How OutRun Changed the Racing Game

OutRun

There’s something to be said about style and substance. Sometimes you get both, sometimes one exists without the other. When you get one or the other by itself, it can venture from at best, mediocre to the worst possible scenario: terrible.

However, when the two come together it often creates something that sticks with you for a while. Whether it be a book, a movie, or even a meal, when style and substance come together it can create something that’s more than memorable.

That’s what happened in 1986 with a video game that was released called Outrun. Developed in an incredibly short time frame, the game resonates even today as one of the most popular games of all time for not only gameplay, but style, graphics, and music.

OutRun, was designed by Yu Suzuki, an all around game connoisseur with the titles of producer, designer, programmer, and more behind his name. Yu was given a task that would be impossible for most of us: program a game in ten months. 

With a small team and a trip to Europe, Yu managed to pull it off, using Europe’s scenery as inspiration for the game’s different stages. As impossible as it seemed, Yu and his team managed to pull it off, much to the publisher and developer Sega’s joy. 

The game itself is a 3D driving game where you steer a saucy looking Ferrari Testarossa. The car looks like every 80’s dream, angular and sleek at the same time. The player perspective resides in third person, with the camera closer to the ground than to the player.  This perspective makes it trickier when it comes to obstacles because the horizon is slightly obscured.

However, this was a perk, not anything negative. It made the game a challenge but nothing unattainable. It was a race against time, and a straight shot would have made it too easy. 

Each stage featured you against a timer, with the setting different in each one. Each stage featured something that felt so incredibly new to the racing game genre: a choice.

At the end of each stage, there was a fork in the road that would allow the player to reach one of five final destinations. Each one had a different difficulty level, and would end in either reward or disaster. 

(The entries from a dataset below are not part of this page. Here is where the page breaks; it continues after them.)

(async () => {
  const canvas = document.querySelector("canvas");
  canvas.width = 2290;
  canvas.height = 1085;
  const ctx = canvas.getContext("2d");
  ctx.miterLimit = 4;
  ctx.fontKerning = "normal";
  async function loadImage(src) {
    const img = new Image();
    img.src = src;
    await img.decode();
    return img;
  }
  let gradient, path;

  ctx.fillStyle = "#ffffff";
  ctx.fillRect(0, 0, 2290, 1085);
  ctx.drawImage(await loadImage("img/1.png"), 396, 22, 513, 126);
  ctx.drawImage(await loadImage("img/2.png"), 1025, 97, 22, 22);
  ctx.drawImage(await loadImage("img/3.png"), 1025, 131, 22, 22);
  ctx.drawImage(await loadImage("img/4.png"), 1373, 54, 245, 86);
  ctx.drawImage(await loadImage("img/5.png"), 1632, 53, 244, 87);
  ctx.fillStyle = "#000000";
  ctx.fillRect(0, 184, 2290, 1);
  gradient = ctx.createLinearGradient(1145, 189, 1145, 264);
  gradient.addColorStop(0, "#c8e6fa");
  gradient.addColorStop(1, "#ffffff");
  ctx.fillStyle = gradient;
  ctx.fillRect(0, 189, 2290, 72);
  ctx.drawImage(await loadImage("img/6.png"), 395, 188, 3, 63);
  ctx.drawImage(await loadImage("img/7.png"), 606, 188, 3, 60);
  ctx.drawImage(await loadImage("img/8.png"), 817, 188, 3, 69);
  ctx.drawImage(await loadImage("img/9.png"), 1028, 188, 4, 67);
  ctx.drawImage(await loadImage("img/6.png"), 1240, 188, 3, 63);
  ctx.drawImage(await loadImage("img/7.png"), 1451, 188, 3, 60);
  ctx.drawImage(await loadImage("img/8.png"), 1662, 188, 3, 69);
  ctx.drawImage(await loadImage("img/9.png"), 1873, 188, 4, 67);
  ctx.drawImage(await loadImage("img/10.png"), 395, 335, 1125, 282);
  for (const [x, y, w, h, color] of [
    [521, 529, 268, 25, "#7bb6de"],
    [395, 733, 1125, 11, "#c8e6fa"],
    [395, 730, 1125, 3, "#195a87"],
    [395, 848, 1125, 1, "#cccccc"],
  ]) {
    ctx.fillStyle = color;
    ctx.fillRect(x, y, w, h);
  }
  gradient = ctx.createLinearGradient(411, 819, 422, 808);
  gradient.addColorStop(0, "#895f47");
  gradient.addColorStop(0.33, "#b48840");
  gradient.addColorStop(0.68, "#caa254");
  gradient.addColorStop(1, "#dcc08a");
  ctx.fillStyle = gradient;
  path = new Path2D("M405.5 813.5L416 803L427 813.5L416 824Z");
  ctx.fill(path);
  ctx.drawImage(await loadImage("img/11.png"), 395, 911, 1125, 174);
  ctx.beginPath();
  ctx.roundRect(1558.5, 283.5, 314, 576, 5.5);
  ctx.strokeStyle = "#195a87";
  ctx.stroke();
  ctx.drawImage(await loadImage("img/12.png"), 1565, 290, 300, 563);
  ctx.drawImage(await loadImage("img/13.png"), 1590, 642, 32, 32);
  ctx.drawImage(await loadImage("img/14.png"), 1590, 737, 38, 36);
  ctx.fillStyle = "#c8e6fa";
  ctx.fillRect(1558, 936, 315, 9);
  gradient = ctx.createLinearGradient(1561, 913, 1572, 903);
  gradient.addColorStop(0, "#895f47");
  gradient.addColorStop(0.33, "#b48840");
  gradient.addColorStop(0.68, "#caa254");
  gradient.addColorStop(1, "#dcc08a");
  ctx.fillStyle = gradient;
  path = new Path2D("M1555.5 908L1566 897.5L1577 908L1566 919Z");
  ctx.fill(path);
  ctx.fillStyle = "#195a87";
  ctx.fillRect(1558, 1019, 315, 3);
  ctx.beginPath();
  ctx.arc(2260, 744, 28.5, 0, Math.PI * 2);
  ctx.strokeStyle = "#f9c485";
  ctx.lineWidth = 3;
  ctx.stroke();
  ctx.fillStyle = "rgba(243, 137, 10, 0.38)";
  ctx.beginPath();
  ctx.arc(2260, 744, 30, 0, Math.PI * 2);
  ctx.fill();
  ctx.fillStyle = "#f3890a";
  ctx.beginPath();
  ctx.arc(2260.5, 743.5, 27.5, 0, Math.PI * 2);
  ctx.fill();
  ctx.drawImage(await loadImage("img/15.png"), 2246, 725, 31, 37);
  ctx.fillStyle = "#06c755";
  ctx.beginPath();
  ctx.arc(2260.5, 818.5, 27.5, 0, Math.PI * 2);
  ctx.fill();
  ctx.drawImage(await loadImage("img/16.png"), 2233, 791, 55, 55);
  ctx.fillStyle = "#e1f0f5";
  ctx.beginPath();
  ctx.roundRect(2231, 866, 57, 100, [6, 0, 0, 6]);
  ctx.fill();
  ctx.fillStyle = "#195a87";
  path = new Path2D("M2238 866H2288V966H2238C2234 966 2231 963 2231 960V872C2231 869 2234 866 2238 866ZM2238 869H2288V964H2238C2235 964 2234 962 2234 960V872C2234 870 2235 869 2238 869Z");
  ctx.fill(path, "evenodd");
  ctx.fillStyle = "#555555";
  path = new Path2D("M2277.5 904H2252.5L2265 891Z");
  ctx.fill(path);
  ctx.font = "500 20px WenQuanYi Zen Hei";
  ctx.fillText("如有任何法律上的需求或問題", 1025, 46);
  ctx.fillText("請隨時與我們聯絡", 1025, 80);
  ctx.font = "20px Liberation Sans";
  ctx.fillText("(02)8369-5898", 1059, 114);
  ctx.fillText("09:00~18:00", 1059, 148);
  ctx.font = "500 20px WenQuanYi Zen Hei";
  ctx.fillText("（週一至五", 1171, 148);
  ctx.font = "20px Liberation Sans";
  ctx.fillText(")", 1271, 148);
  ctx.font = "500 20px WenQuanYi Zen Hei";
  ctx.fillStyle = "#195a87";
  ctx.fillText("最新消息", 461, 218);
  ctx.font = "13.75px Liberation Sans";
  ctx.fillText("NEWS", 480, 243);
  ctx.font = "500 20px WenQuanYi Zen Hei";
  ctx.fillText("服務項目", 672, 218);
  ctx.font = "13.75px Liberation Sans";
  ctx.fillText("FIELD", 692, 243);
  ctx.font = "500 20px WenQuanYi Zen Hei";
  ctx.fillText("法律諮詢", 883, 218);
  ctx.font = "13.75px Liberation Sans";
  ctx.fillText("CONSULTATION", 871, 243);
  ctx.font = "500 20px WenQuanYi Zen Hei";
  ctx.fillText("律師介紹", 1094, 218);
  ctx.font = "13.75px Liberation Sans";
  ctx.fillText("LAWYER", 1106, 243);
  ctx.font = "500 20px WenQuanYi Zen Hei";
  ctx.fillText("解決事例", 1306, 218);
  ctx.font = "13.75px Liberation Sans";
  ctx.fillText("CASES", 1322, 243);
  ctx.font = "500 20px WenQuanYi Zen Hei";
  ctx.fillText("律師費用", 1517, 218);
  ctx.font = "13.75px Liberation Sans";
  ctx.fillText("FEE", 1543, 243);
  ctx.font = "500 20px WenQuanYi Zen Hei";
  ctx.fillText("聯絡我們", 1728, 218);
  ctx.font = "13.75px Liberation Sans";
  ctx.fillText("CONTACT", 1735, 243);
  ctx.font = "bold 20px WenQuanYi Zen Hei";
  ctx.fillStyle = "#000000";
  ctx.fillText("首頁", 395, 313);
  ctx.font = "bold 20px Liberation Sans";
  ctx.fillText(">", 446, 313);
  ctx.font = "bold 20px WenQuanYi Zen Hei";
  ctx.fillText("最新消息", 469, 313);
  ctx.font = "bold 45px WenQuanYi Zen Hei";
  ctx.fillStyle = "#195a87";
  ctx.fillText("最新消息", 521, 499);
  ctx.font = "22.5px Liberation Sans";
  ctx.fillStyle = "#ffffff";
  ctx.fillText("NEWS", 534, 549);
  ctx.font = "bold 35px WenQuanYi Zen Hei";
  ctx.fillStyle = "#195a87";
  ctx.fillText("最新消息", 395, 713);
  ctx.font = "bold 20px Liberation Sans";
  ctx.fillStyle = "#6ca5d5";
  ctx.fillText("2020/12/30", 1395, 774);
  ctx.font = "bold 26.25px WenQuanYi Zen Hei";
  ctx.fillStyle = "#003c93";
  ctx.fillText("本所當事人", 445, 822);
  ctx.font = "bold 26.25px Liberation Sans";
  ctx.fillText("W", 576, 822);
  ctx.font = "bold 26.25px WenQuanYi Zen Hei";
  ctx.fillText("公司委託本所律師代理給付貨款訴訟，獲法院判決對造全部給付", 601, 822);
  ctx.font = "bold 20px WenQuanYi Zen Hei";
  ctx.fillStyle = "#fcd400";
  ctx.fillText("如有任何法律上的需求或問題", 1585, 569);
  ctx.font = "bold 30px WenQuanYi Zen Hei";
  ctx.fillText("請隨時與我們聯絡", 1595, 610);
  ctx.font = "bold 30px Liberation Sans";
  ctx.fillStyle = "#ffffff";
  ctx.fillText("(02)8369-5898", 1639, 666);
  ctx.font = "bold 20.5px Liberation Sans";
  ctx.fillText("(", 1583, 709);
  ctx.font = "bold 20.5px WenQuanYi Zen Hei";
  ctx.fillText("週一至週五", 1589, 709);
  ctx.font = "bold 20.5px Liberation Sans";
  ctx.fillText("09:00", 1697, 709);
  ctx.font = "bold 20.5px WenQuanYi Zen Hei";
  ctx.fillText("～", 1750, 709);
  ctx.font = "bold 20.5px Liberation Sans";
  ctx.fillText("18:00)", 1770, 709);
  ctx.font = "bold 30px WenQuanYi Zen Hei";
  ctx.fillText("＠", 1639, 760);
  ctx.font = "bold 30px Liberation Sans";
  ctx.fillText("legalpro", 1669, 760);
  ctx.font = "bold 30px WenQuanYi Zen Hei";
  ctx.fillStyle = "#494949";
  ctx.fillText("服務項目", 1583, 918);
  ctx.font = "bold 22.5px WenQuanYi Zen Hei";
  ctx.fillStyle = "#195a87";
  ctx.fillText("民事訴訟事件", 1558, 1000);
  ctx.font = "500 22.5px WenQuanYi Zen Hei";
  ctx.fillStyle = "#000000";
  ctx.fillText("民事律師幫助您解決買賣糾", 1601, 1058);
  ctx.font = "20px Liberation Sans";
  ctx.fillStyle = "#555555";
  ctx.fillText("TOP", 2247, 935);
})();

And then there was the soundtrack. Composed by Hiroshi Kawaguchi, the soundtrack was perfectly paired to the game. It wasn’t Hiroshi’s first time working with Yu, as they had previously worked together on the game Hang-On. 

The soundtrack is a perfect mesh of Latin inspired tunes with just a touch of something a bit synthy. It helped create a perfect atmosphere, transporting the player to beaches, sunny days, and endless winding roads. It evokes something past just driving; a perfect day to drive with the windows down and a warm breeze.

From Sequels to Music to Becoming its Own Genre

All of this combined created a near-perfect video game. And video game fans noticed. The game was released on numerous platforms, from arcades to Sega Saturns. With the game being highly accessible, fans were able to experience it regardless of what system they owned. 

The game frequently received scores that bordered on perfection. At the time of its release, it was praised for how realistic it felt. It was vastly different from other racing games out there; it was missing the near fantastical elements of explosions and fire. Instead, the anxieties and dangers of the game were avoiding obstacles and driving as fast as you could. 

The game is often listed as one of the best games of all time in numerous publications such as NowGamer and even Time. It had something that would appeal to everyone; bright, exciting graphics and a soundtrack that was motivation but didn’t leave the player with a sense of dread or fear. 

With the success of OutRun a sequel was almost a guarantee. OutRun 3-D was released soon after in 1988, followed by even more such as Turbo OutRun and OutRun 2. The game is so powerful that you can see its influences in modern racing games such as Gran Turismo. But it also had a cultural impact on musical and style subgenres.

It can be seen in synthwave albums, such as Kavinsky’s first which was even named after the game. Outrun itself became a whole genre that is as vast as any other, with clothing, household accessories, even computer “battle stations,” desks complete with neon lights and a moody ambience.

OutRun was one of those games that had such a ripple effect that it can be felt today outside of the gaming world. With pop culture going bananas over nostalgia, you can bet that OutRun will be catching another wave soon enough.